- What is required:
Write out each record exactly and skip every image.

(Stored data Opens)

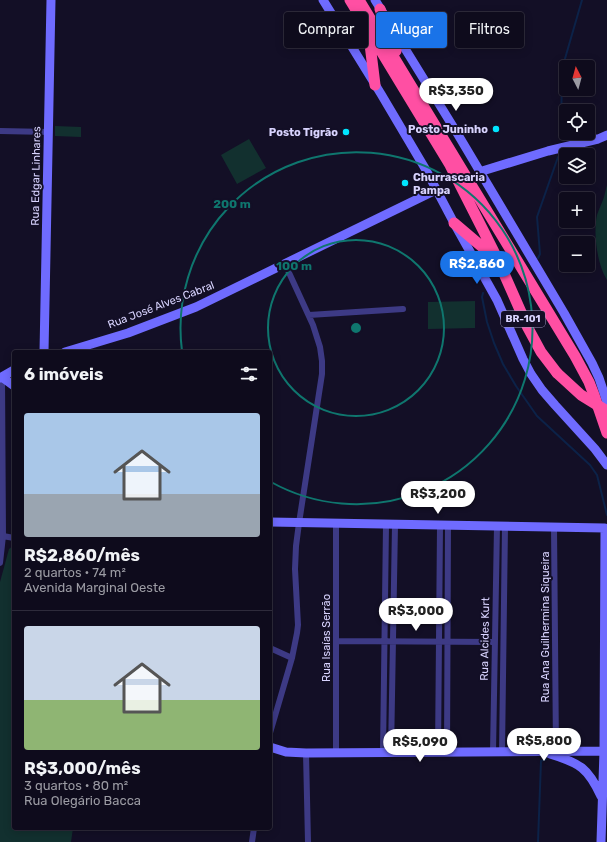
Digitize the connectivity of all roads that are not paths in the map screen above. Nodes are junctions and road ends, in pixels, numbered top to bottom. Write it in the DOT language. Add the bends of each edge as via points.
graph roads {
  1 [pos="51,0"];
  2 [pos="323,0"];
  3 [pos="350,0"];
  4 [pos="360,0"];
  5 [pos="378,4"];
  6 [pos="369,31"];
  7 [pos="406,76"];
  8 [pos="375,85"];
  9 [pos="0,131"];
  10 [pos="49,132"];
  11 [pos="607,135"];
  12 [pos="479,172"];
  13 [pos="436,190"];
  14 [pos="454,223"];
  15 [pos="498,260"];
  16 [pos="285,264"];
  17 [pos="403,309"];
  18 [pos="309,315"];
  19 [pos="44,350"];
  20 [pos="72,350"];
  21 [pos="12,371"];
  22 [pos="1,377"];
  23 [pos="12,385"];
  24 [pos="607,402"];
  25 [pos="607,411"];
  26 [pos="607,433"];
  27 [pos="607,465"];
  28 [pos="272,522"];
  29 [pos="299,523"];
  30 [pos="336,524"];
  31 [pos="390,525"];
  32 [pos="444,526"];
  33 [pos="501,526"];
  34 [pos="554,527"];
  35 [pos="606,527"];
  36 [pos="3,536"];
  37 [pos="12,538"];
  38 [pos="0,563"];
  39 [pos="504,637"];
  40 [pos="495,639"];
  41 [pos="336,641"];
  42 [pos="385,641"];
  43 [pos="393,641"];
  44 [pos="439,642"];
  45 [pos="448,642"];
  46 [pos="272,649"];
  47 [pos="292,658"];
  48 [pos="438,692"];
  49 [pos="447,692"];
  50 [pos="272,726"];
  51 [pos="272,748"];
  52 [pos="605,751"];
  53 [pos="442,752"];
  54 [pos="498,752"];
  55 [pos="306,753"];
  56 [pos="336,753"];
  57 [pos="387,753"];
  58 [pos="556,754"];
  59 [pos="602,798"];
  60 [pos="254,830"];
  61 [pos="252,842"];
  62 [pos="308,842"];
  63 [pos="601,842"];
  1 -- 10 [label="main road, Rua Edgar Linhares"];
  2 -- 8 [label="main road"];
  3 -- 6 [label="highway, BR-101"];
  4 -- 7 [label="highway, BR-101"];
  5 -- 7 [label="highway"];
  5 -- 12 [label="main road"];
  6 -- 8 [label="highway"];
  6 -- 15 [label="highway, BR-101" via="450,165"];
  7 -- 26 [label="highway, BR-101" via="575,356 589,382"];
  8 -- 13 [label="main road"];
  9 -- 10 [label="street"];
  10 -- 19 [label="main road, Rua Edgar Linhares"];
  11 -- 12 [label="main road"];
  12 -- 24 [label="main road" via="583,346 599,378"];
  13 -- 14 [label="main road"];
  13 -- 16 [label="main road, Rua José Alves Cabral"];
  14 -- 15 [label="highway"];
  14 -- 27 [label="main road" via="498,300 531,374"];
  15 -- 25 [label="highway, BR-101, bridge" via="541,352 568,383"];
  16 -- 18 [label="street"];
  16 -- 20 [label="main road, Rua José Alves Cabral" via="196,307 128,333"];
  17 -- 18 [label="street"];
  18 -- 29 [label="street" via="320,347 322,374"];
  21 -- 22 [label="main road"];
  22 -- 23 [label="main road"];
  22 -- 36 [label="street"];
  28 -- 29 [label="main road"];
  29 -- 30 [label="main road"];
  29 -- 47 [label="street" via="295,569 298,629"];
  30 -- 31 [label="main road"];
  30 -- 41 [label="street, Rua Isaías Serrão"];
  31 -- 32 [label="main road"];
  31 -- 42 [label="street"];
  31 -- 43 [label="street"];
  32 -- 33 [label="main road"];
  32 -- 44 [label="street"];
  32 -- 45 [label="street"];
  33 -- 34 [label="main road"];
  33 -- 39 [label="street, Rua Alcides Kurt"];
  33 -- 40 [label="street, Rua Alcides Kurt"];
  34 -- 35 [label="main road"];
  34 -- 58 [label="street, Rua Ana Guilhermina Siqueira"];
  35 -- 52 [label="main road"];
  36 -- 37 [label="street"];
  36 -- 38 [label="street"];
  39 -- 40 [label="street"];
  39 -- 54 [label="street, Rua Alcides Kurt"];
  40 -- 45 [label="street"];
  40 -- 54 [label="street, Rua Alcides Kurt"];
  41 -- 42 [label="street"];
  41 -- 56 [label="street, Rua Isaías Serrão"];
  42 -- 43 [label="street"];
  42 -- 57 [label="street"];
  43 -- 44 [label="street"];
  43 -- 57 [label="street"];
  44 -- 45 [label="street"];
  44 -- 48 [label="street"];
  45 -- 49 [label="street"];
  46 -- 47 [label="street"];
  47 -- 50 [label="street"];
  48 -- 49 [label="street"];
  48 -- 53 [label="street"];
  49 -- 53 [label="street"];
  51 -- 55 [label="main road"];
  52 -- 58 [label="main road" via="567,751"];
  52 -- 59 [label="main road"];
  53 -- 54 [label="main road"];
  53 -- 57 [label="main road"];
  54 -- 58 [label="main road"];
  55 -- 56 [label="main road"];
  55 -- 62 [label="street"];
  56 -- 57 [label="main road"];
  58 -- 59 [label="main road" via="584,769"];
  59 -- 63 [label="main road"];
  60 -- 61 [label="street"];
}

(Stored data Closes)

- Answer to this exercise:
Digitize the connectivity of all roads that are not paths in the map screen above. Nodes are junctions and road ends, in pixels, numbered top to bottom. Write it in the DOT language. Add the bends of each edge as via points.
graph roads {
  1 [pos="51,0"];
  2 [pos="323,0"];
  3 [pos="350,0"];
  4 [pos="360,0"];
  5 [pos="378,4"];
  6 [pos="369,31"];
  7 [pos="406,76"];
  8 [pos="375,85"];
  9 [pos="0,131"];
  10 [pos="49,132"];
  11 [pos="607,135"];
  12 [pos="479,172"];
  13 [pos="436,190"];
  14 [pos="454,223"];
  15 [pos="498,260"];
  16 [pos="285,264"];
  17 [pos="403,309"];
  18 [pos="309,315"];
  19 [pos="44,350"];
  20 [pos="72,350"];
  21 [pos="12,371"];
  22 [pos="1,377"];
  23 [pos="12,385"];
  24 [pos="607,402"];
  25 [pos="607,411"];
  26 [pos="607,433"];
  27 [pos="607,465"];
  28 [pos="272,522"];
  29 [pos="299,523"];
  30 [pos="336,524"];
  31 [pos="390,525"];
  32 [pos="444,526"];
  33 [pos="501,526"];
  34 [pos="554,527"];
  35 [pos="606,527"];
  36 [pos="3,536"];
  37 [pos="12,538"];
  38 [pos="0,563"];
  39 [pos="504,637"];
  40 [pos="495,639"];
  41 [pos="336,641"];
  42 [pos="385,641"];
  43 [pos="393,641"];
  44 [pos="439,642"];
  45 [pos="448,642"];
  46 [pos="272,649"];
  47 [pos="292,658"];
  48 [pos="438,692"];
  49 [pos="447,692"];
  50 [pos="272,726"];
  51 [pos="272,748"];
  52 [pos="605,751"];
  53 [pos="442,752"];
  54 [pos="498,752"];
  55 [pos="306,753"];
  56 [pos="336,753"];
  57 [pos="387,753"];
  58 [pos="556,754"];
  59 [pos="602,798"];
  60 [pos="254,830"];
  61 [pos="252,842"];
  62 [pos="308,842"];
  63 [pos="601,842"];
  1 -- 10 [label="main road, Rua Edgar Linhares"];
  2 -- 8 [label="main road"];
  3 -- 6 [label="highway, BR-101"];
  4 -- 7 [label="highway, BR-101"];
  5 -- 7 [label="highway"];
  5 -- 12 [label="main road"];
  6 -- 8 [label="highway"];
  6 -- 15 [label="highway, BR-101" via="450,165"];
  7 -- 26 [label="highway, BR-101" via="575,356 589,382"];
  8 -- 13 [label="main road"];
  9 -- 10 [label="street"];
  10 -- 19 [label="main road, Rua Edgar Linhares"];
  11 -- 12 [label="main road"];
  12 -- 24 [label="main road" via="583,346 599,378"];
  13 -- 14 [label="main road"];
  13 -- 16 [label="main road, Rua José Alves Cabral"];
  14 -- 15 [label="highway"];
  14 -- 27 [label="main road" via="498,300 531,374"];
  15 -- 25 [label="highway, BR-101, bridge" via="541,352 568,383"];
  16 -- 18 [label="street"];
  16 -- 20 [label="main road, Rua José Alves Cabral" via="196,307 128,333"];
  17 -- 18 [label="street"];
  18 -- 29 [label="street" via="320,347 322,374"];
  21 -- 22 [label="main road"];
  22 -- 23 [label="main road"];
  22 -- 36 [label="street"];
  28 -- 29 [label="main road"];
  29 -- 30 [label="main road"];
  29 -- 47 [label="street" via="295,569 298,629"];
  30 -- 31 [label="main road"];
  30 -- 41 [label="street, Rua Isaías Serrão"];
  31 -- 32 [label="main road"];
  31 -- 42 [label="street"];
  31 -- 43 [label="street"];
  32 -- 33 [label="main road"];
  32 -- 44 [label="street"];
  32 -- 45 [label="street"];
  33 -- 34 [label="main road"];
  33 -- 39 [label="street, Rua Alcides Kurt"];
  33 -- 40 [label="street, Rua Alcides Kurt"];
  34 -- 35 [label="main road"];
  34 -- 58 [label="street, Rua Ana Guilhermina Siqueira"];
  35 -- 52 [label="main road"];
  36 -- 37 [label="street"];
  36 -- 38 [label="street"];
  39 -- 40 [label="street"];
  39 -- 54 [label="street, Rua Alcides Kurt"];
  40 -- 45 [label="street"];
  40 -- 54 [label="street, Rua Alcides Kurt"];
  41 -- 42 [label="street"];
  41 -- 56 [label="street, Rua Isaías Serrão"];
  42 -- 43 [label="street"];
  42 -- 57 [label="street"];
  43 -- 44 [label="street"];
  43 -- 57 [label="street"];
  44 -- 45 [label="street"];
  44 -- 48 [label="street"];
  45 -- 49 [label="street"];
  46 -- 47 [label="street"];
  47 -- 50 [label="street"];
  48 -- 49 [label="street"];
  48 -- 53 [label="street"];
  49 -- 53 [label="street"];
  51 -- 55 [label="main road"];
  52 -- 58 [label="main road" via="567,751"];
  52 -- 59 [label="main road"];
  53 -- 54 [label="main road"];
  53 -- 57 [label="main road"];
  54 -- 58 [label="main road"];
  55 -- 56 [label="main road"];
  55 -- 62 [label="street"];
  56 -- 57 [label="main road"];
  58 -- 59 [label="main road" via="584,769"];
  59 -- 63 [label="main road"];
  60 -- 61 [label="street"];
}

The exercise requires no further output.